If this is not the best point of departure, it has at least much to be said in its favour, as the loop I have drawn includes nothing intramural, and comprises a part of London inhabited by persons who lived more within the times of memoir-writing than those in the farther East,—a district, too, more within the range of the antiquary than the newer region of the West.
I trust that in these remarks I have in some degree explained why I have spent so much time in pouring “old wine into new bottles.”

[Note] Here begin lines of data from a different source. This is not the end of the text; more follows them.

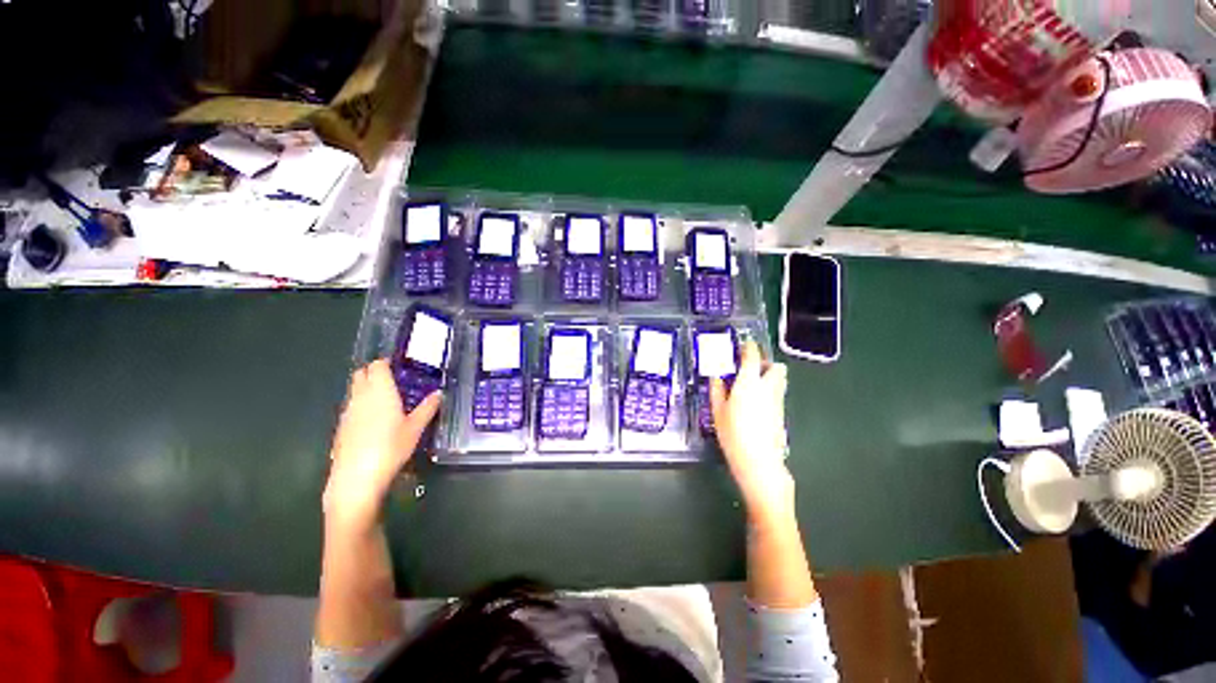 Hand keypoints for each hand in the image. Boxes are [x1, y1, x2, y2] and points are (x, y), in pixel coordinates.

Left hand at [323, 359, 441, 527]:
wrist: (356, 478)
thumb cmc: (391, 447)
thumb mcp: (416, 428)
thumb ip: (428, 408)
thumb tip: (439, 394)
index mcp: (380, 391)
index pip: (378, 366)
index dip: (386, 362)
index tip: (398, 365)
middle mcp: (360, 396)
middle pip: (361, 374)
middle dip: (373, 371)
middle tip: (392, 379)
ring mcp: (347, 412)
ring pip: (354, 390)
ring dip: (366, 387)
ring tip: (385, 398)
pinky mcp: (341, 427)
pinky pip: (351, 406)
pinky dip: (360, 405)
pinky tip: (373, 420)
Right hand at [710, 341, 793, 524]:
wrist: (759, 462)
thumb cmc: (733, 434)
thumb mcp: (717, 411)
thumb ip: (717, 390)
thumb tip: (716, 376)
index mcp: (749, 382)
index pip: (752, 356)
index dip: (749, 347)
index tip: (744, 345)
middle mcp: (768, 387)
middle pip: (776, 367)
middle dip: (766, 363)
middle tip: (750, 367)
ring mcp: (778, 401)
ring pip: (780, 380)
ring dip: (770, 376)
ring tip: (753, 384)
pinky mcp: (782, 414)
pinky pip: (778, 394)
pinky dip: (770, 391)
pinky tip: (756, 403) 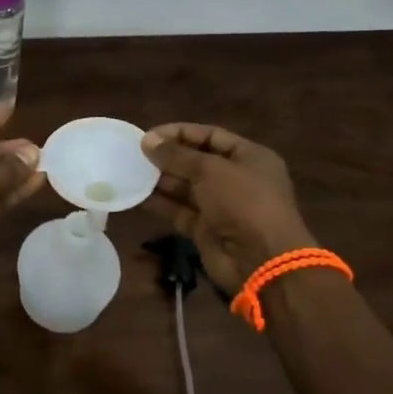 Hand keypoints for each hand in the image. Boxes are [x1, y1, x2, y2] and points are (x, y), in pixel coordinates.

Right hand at [141, 123, 314, 292]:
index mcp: (249, 157)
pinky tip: (137, 195)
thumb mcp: (210, 170)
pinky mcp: (207, 230)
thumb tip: (147, 140)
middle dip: (168, 157)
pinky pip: (180, 211)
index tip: (150, 135)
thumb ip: (177, 155)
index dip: (180, 133)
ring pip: (186, 187)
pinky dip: (161, 203)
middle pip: (197, 162)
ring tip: (131, 172)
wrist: (261, 260)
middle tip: (136, 154)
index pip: (211, 136)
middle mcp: (237, 179)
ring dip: (161, 180)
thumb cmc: (243, 201)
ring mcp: (222, 206) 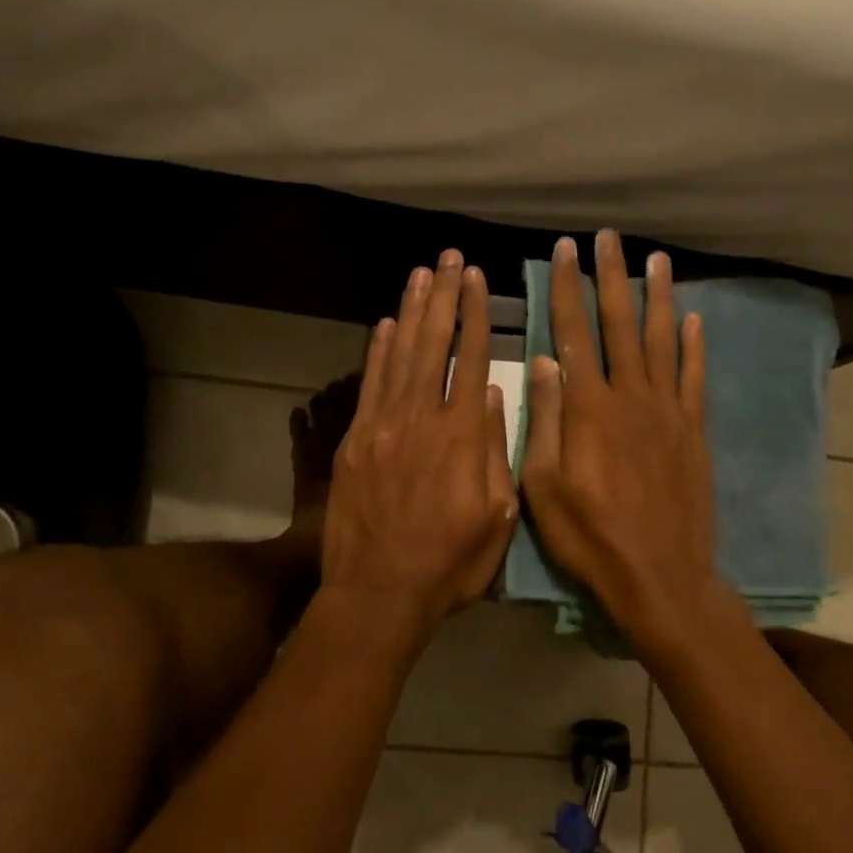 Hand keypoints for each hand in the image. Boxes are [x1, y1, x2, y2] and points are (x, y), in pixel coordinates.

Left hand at [321, 249, 517, 630]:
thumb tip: (490, 394)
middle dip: (443, 298)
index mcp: (461, 437)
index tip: (477, 279)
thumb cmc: (450, 563)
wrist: (379, 593)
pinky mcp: (355, 441)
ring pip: (399, 356)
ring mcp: (382, 427)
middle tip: (448, 259)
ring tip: (420, 275)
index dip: (475, 316)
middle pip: (432, 346)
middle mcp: (421, 419)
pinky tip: (385, 325)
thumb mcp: (497, 517)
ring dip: (411, 313)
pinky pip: (368, 385)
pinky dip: (377, 352)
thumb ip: (495, 451)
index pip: (471, 360)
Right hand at [520, 231, 718, 641]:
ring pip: (662, 341)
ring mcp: (667, 412)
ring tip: (655, 260)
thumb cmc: (589, 536)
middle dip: (612, 277)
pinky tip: (694, 319)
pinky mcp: (692, 431)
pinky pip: (694, 378)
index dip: (569, 289)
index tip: (566, 251)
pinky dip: (694, 346)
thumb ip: (544, 420)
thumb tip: (545, 361)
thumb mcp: (543, 485)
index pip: (574, 333)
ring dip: (656, 298)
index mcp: (588, 409)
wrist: (659, 575)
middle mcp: (630, 397)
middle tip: (610, 238)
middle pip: (620, 325) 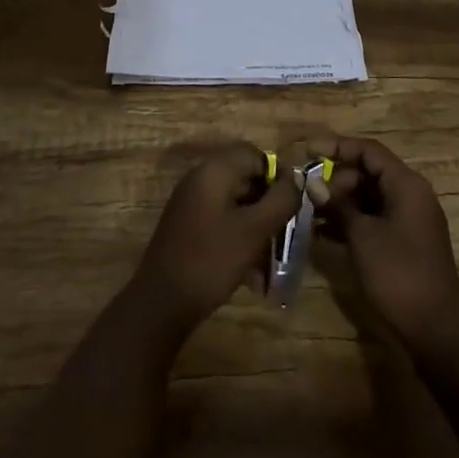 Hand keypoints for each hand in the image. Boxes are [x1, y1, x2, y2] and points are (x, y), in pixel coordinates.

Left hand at [128, 143, 301, 336]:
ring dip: (255, 226)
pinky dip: (238, 238)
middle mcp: (200, 178)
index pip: (255, 155)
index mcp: (215, 170)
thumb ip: (280, 200)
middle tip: (284, 234)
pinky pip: (221, 221)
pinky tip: (251, 273)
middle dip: (268, 206)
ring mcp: (191, 202)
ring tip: (271, 260)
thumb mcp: (254, 230)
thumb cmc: (211, 260)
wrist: (161, 302)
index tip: (291, 206)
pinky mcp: (187, 225)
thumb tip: (297, 178)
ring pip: (235, 204)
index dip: (277, 176)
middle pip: (245, 179)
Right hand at [321, 136, 458, 365]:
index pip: (369, 150)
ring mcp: (408, 220)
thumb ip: (338, 205)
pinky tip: (322, 235)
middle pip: (368, 173)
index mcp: (406, 184)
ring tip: (308, 213)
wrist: (437, 329)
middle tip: (307, 194)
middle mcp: (409, 194)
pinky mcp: (403, 243)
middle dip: (336, 180)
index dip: (337, 147)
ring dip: (340, 203)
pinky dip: (351, 223)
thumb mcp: (363, 236)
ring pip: (368, 198)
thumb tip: (312, 183)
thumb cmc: (399, 273)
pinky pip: (373, 220)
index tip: (308, 151) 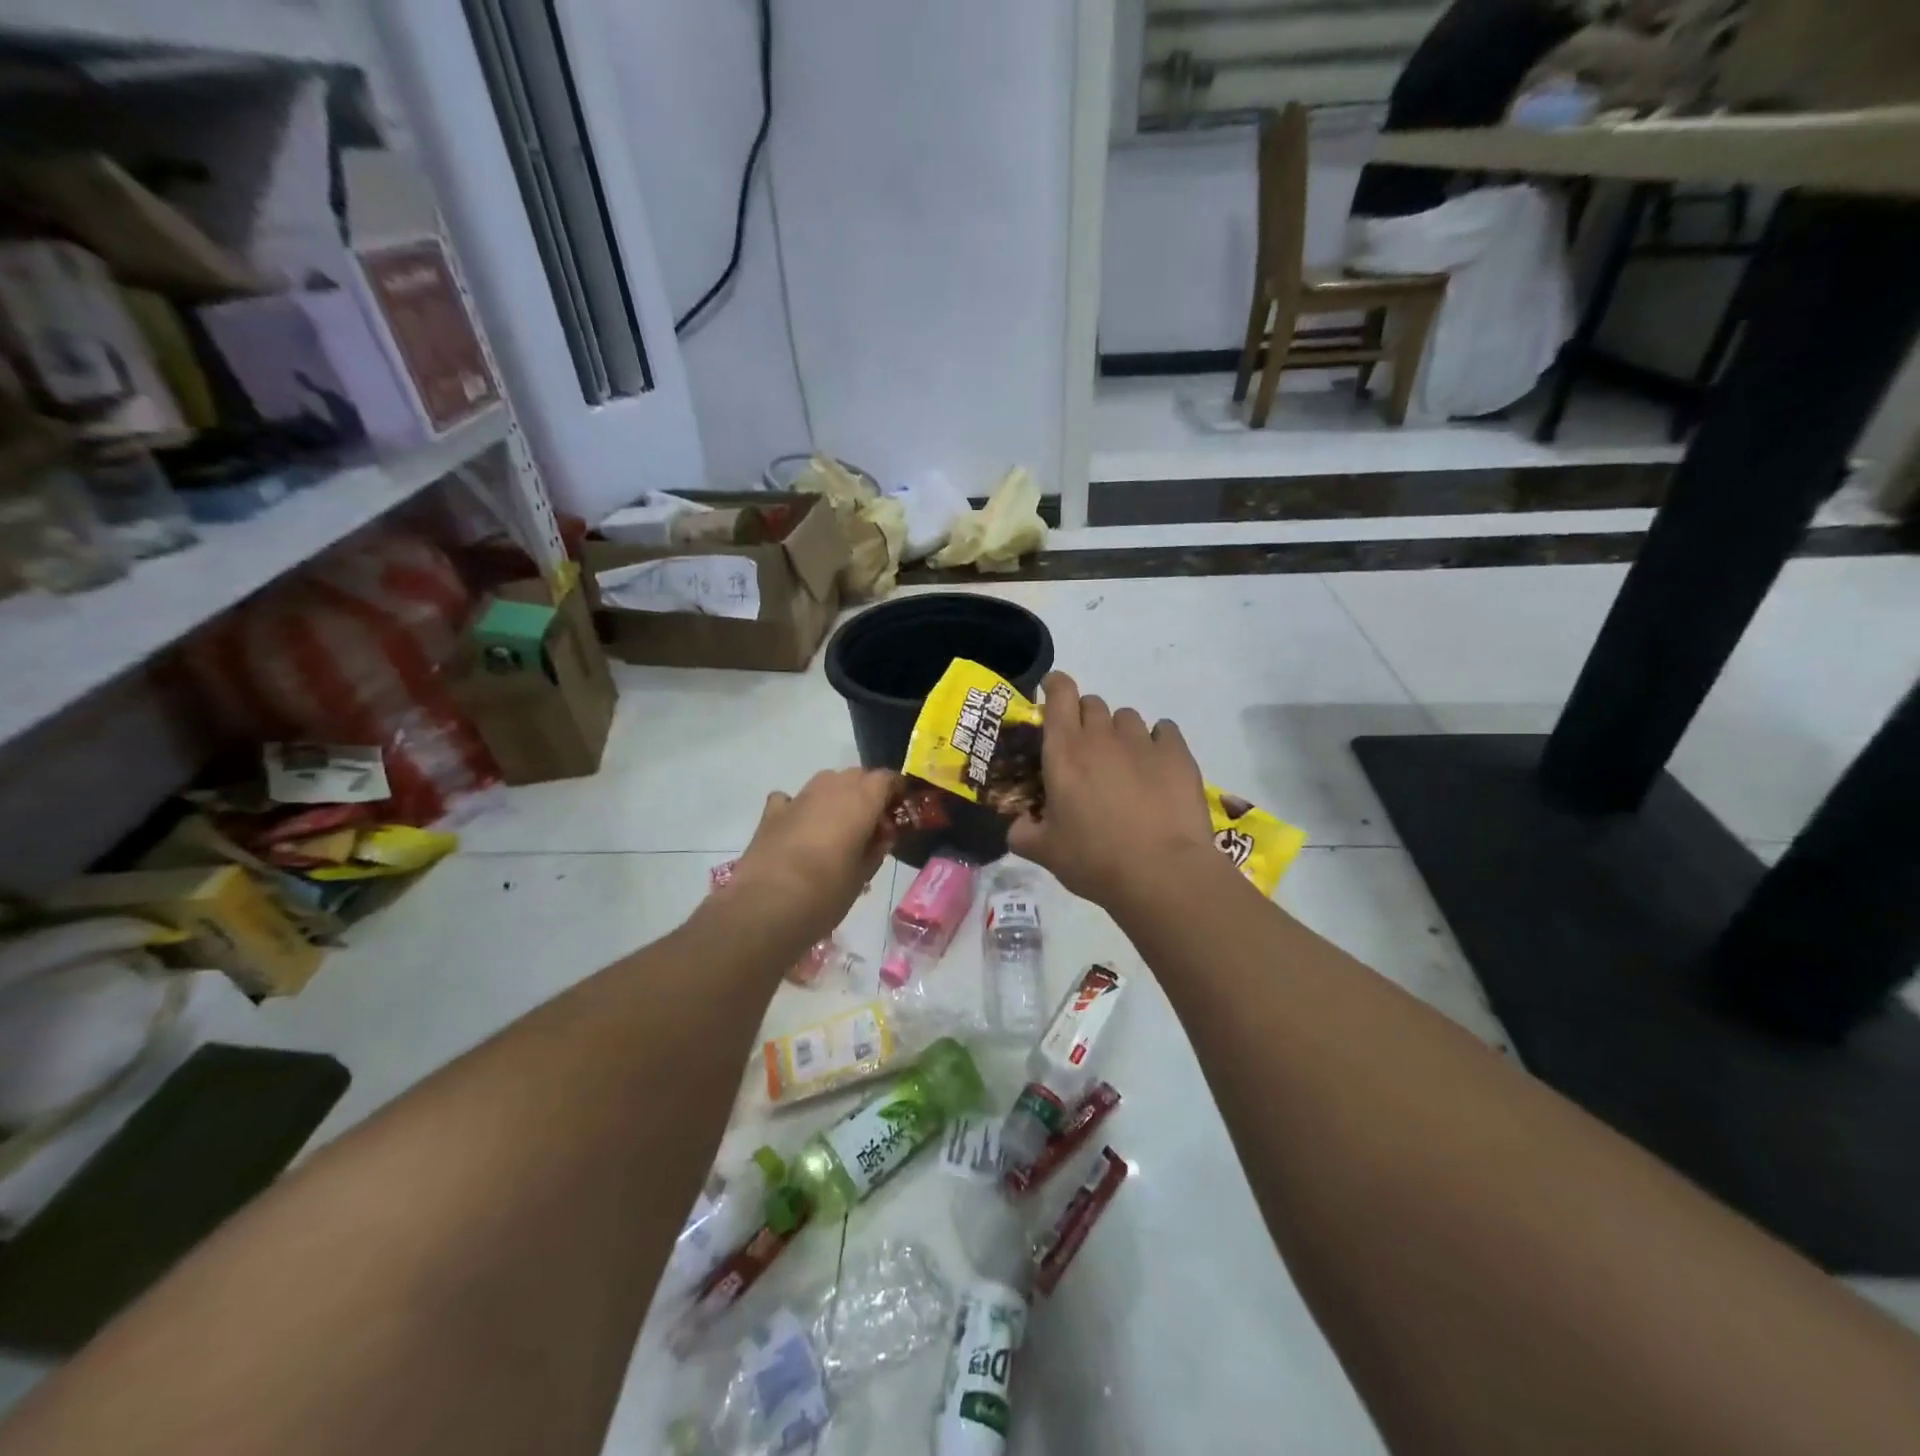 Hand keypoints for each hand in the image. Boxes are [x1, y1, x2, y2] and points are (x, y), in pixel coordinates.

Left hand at [718, 768, 896, 947]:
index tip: (900, 808)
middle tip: (872, 822)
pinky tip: (800, 827)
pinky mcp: (772, 813)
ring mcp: (798, 798)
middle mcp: (830, 789)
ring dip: (837, 796)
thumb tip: (882, 834)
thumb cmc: (826, 893)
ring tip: (838, 826)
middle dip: (867, 792)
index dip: (896, 789)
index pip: (886, 778)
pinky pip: (792, 799)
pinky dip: (800, 807)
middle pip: (856, 775)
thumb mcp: (863, 876)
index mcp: (860, 801)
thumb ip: (876, 848)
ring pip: (826, 781)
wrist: (767, 906)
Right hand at [1008, 672, 1220, 907]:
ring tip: (1124, 764)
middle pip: (1092, 704)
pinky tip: (1157, 766)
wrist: (1161, 873)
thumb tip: (1018, 825)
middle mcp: (1102, 736)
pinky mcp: (1177, 754)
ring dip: (1120, 732)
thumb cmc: (1094, 859)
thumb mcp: (1045, 852)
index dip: (1055, 686)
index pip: (1059, 694)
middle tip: (1086, 752)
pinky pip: (1164, 730)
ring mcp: (1142, 742)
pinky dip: (1157, 741)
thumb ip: (1023, 832)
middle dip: (1085, 718)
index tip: (1052, 693)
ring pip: (1127, 717)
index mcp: (1064, 751)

A preface is too often a pillory made by an author, in which he exposes himself to a shower of the most unsavoury missiles. I trust that mine may be considered only as a wayside stone on which I stand to offer a fitting apology for what I trust is a venial fault.
It is the glory of my old foster-mother, London, I would celebrate; it is her virtues and her crimes I would record. Her miles of red-tiled roofs, her quiet green squares, her vast black mountain of a cathedral, her silver belt of a river, her acres and acres of stony terraces, her beautiful parks, her tributary fleets, seem to me as so many episodes in one great epic, the true delineation of which would form a new chapter in the History of Mankind.